Where a line in the records below includes "node", pull that line out.

┄┄┄┄┄┄

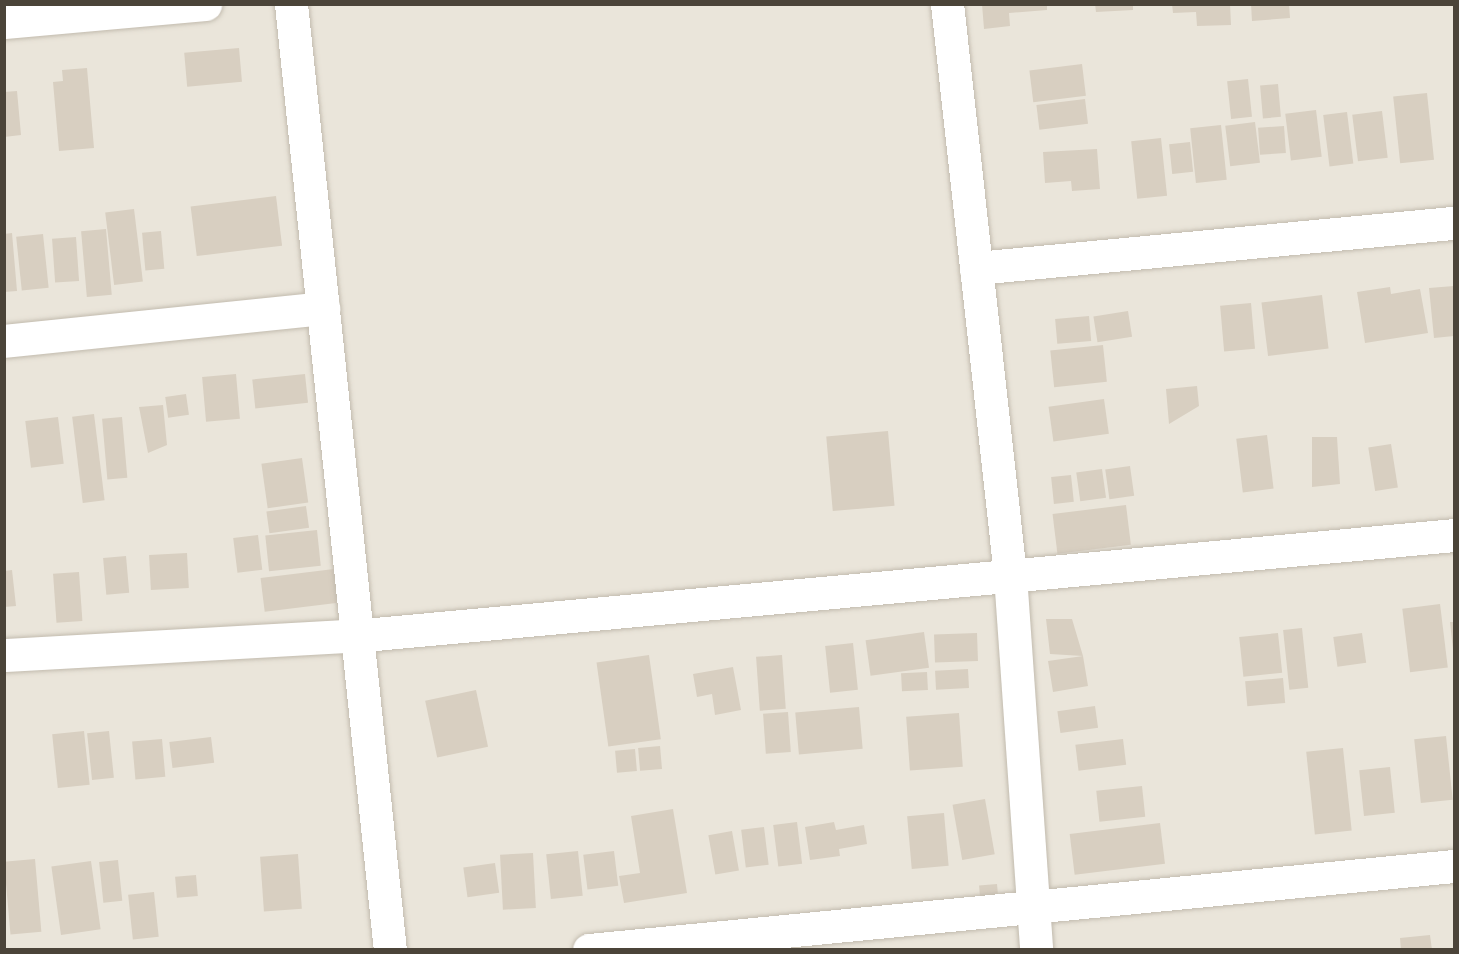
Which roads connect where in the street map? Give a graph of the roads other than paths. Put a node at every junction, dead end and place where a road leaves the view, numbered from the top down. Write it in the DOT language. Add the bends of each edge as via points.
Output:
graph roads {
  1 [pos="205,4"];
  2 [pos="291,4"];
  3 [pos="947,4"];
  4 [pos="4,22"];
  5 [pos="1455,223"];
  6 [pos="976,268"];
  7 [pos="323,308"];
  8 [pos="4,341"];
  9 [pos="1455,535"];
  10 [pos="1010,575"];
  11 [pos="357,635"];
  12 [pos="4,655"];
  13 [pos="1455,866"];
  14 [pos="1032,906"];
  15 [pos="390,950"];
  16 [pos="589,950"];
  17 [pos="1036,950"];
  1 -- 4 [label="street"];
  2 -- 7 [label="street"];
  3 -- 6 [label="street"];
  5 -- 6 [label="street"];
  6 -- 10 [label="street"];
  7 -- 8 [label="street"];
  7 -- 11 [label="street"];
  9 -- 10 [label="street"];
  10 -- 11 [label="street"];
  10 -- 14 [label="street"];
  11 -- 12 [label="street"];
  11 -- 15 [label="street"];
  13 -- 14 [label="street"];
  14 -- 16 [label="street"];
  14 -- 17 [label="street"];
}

┄┄┄┄┄┄

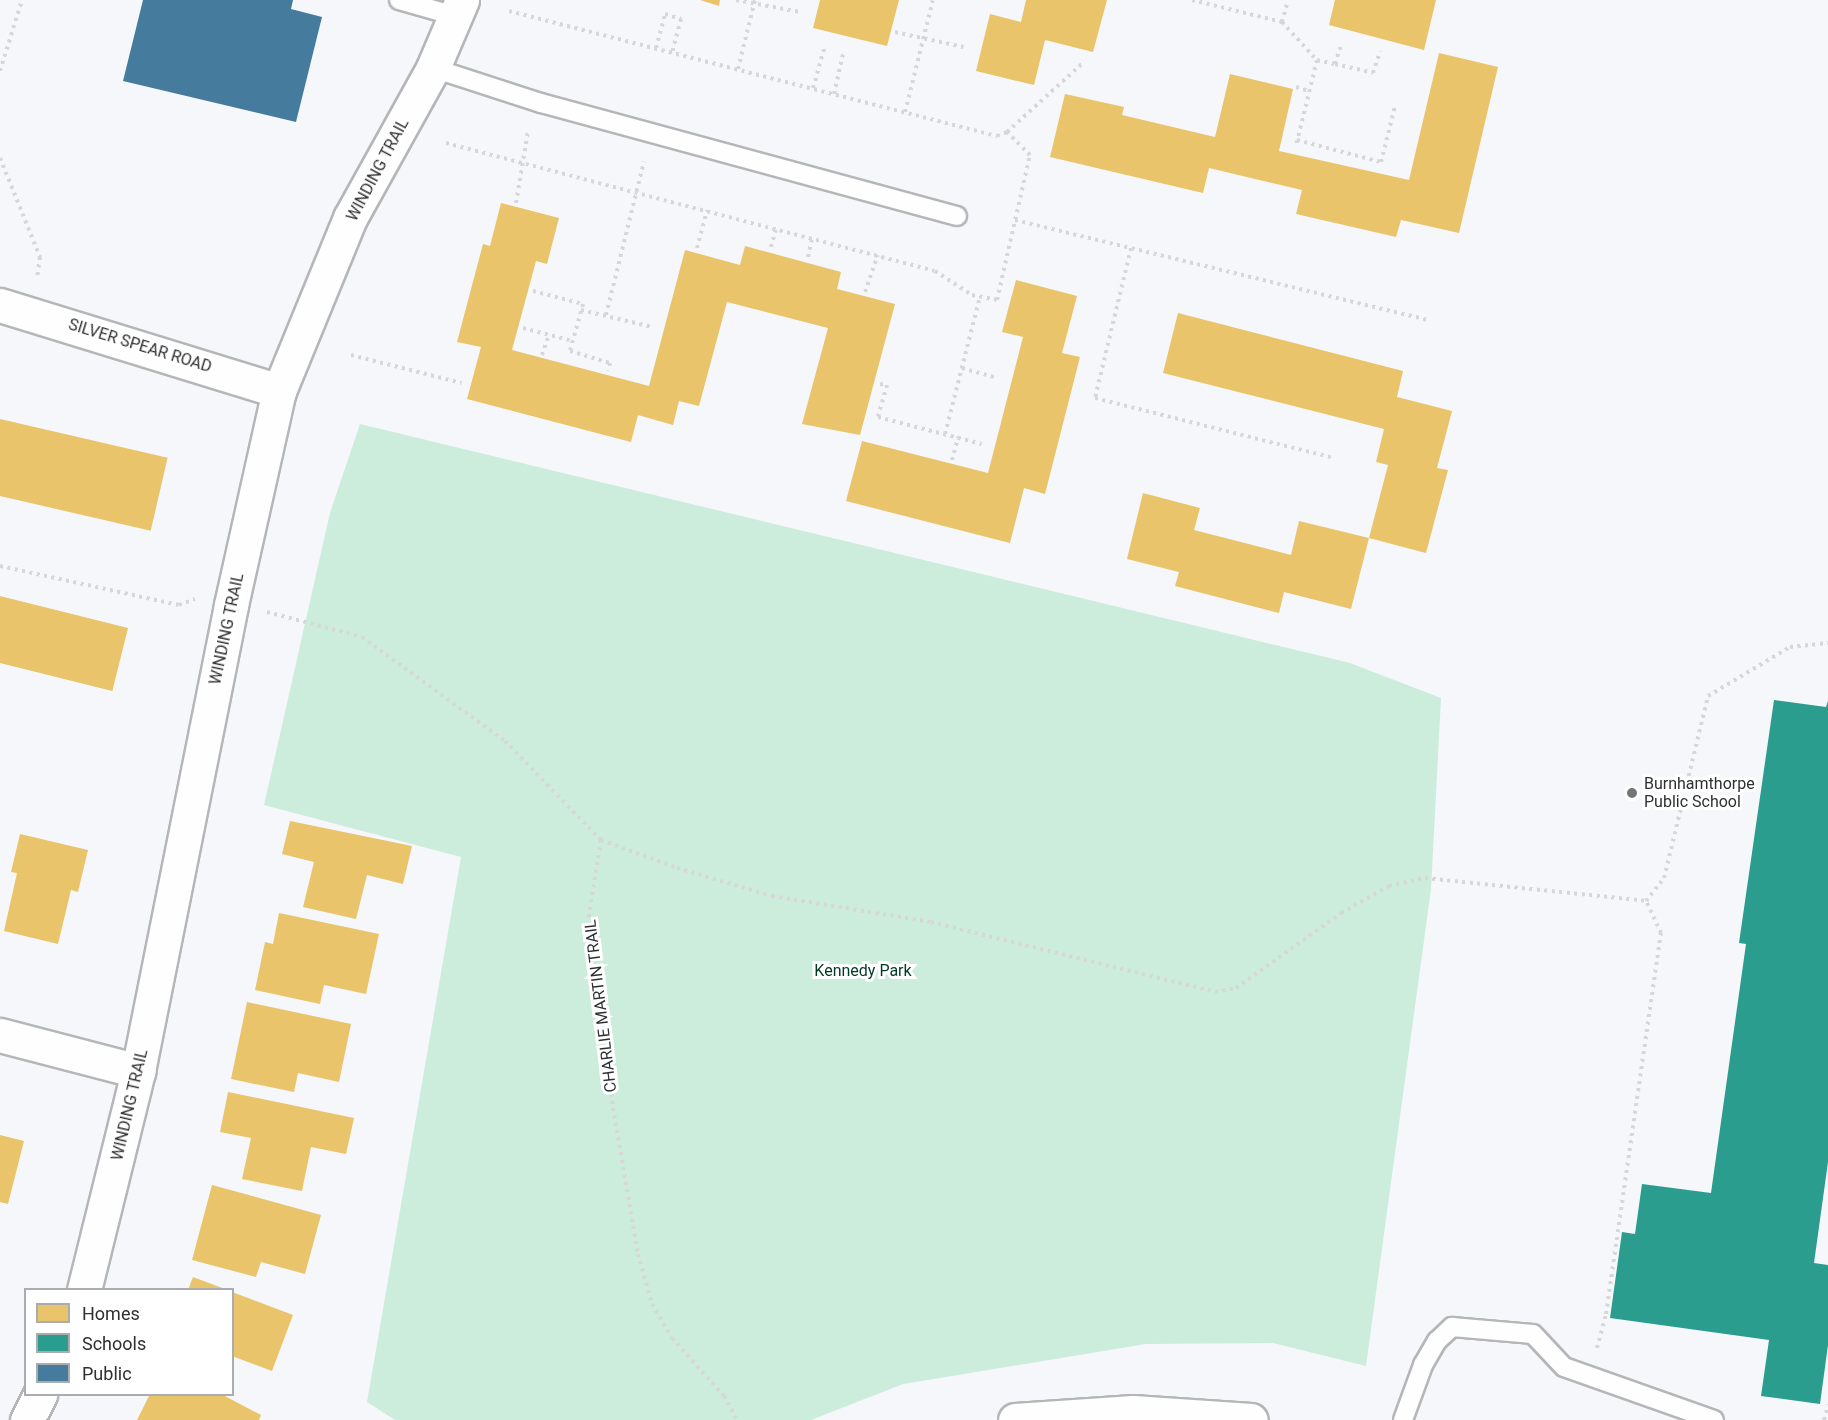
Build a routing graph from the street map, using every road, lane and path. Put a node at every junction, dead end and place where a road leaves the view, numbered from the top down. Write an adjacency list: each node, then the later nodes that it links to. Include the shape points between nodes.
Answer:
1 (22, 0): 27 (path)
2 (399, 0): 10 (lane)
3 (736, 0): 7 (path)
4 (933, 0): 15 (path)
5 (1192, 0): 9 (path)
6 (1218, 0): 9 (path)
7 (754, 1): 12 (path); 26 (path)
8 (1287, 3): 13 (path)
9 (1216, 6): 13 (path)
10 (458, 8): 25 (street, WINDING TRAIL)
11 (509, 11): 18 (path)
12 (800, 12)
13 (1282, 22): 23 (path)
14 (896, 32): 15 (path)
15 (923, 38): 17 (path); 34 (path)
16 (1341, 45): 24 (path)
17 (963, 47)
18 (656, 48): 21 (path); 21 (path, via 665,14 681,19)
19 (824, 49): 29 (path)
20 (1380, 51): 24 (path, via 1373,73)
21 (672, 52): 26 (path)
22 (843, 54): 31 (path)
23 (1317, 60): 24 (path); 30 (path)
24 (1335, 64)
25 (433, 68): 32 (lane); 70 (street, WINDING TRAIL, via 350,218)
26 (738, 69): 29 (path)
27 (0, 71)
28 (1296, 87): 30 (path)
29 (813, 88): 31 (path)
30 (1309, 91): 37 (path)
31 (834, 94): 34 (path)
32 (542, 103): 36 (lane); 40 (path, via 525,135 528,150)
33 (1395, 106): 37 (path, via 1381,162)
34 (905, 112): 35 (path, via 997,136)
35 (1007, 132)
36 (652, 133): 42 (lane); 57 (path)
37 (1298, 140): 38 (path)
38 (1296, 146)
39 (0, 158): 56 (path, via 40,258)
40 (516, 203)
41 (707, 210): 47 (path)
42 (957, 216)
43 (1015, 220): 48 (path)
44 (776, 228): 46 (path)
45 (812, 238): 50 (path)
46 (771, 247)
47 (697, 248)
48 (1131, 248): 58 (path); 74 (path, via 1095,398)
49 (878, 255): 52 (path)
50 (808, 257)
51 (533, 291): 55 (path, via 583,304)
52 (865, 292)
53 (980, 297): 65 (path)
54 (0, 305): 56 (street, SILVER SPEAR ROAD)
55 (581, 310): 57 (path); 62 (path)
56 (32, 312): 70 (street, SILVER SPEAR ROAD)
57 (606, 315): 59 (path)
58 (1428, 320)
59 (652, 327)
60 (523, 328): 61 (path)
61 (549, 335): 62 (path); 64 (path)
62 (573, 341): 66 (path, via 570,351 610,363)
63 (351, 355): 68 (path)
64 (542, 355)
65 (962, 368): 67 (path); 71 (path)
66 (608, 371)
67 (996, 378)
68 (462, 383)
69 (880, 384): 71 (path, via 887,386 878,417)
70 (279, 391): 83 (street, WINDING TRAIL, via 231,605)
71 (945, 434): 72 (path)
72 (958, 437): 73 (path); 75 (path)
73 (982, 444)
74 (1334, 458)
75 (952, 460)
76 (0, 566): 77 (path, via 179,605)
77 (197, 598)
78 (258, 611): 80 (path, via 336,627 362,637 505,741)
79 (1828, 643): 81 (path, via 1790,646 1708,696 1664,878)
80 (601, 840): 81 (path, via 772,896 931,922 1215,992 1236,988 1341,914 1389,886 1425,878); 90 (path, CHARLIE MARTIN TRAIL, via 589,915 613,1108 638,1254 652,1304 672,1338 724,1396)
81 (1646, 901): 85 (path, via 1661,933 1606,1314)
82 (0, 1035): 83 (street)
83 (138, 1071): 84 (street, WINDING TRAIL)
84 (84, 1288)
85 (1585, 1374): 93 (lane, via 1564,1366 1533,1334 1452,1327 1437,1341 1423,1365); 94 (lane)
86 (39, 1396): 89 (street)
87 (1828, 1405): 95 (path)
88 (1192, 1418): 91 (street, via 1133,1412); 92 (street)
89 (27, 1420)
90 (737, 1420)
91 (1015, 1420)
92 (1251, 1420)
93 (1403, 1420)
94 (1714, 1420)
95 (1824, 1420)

┄┄┄┄┄┄

* [Task response]
Which roads connect where in the street map? Give a graph of the roads other than paths. Put a node at every junction, dead end and place where a road leaves the view, numbered from the top down. Write it in the DOT language. Add the bends of each edge as via points.
Build a routing graph from the street map, using every road, lane and path. Put a node at every junction, dead end and place where a road leaves the view, numbered from the top down. Write an adjacency list: each node, then the later nodes that it links to. Include the shape points between nodes.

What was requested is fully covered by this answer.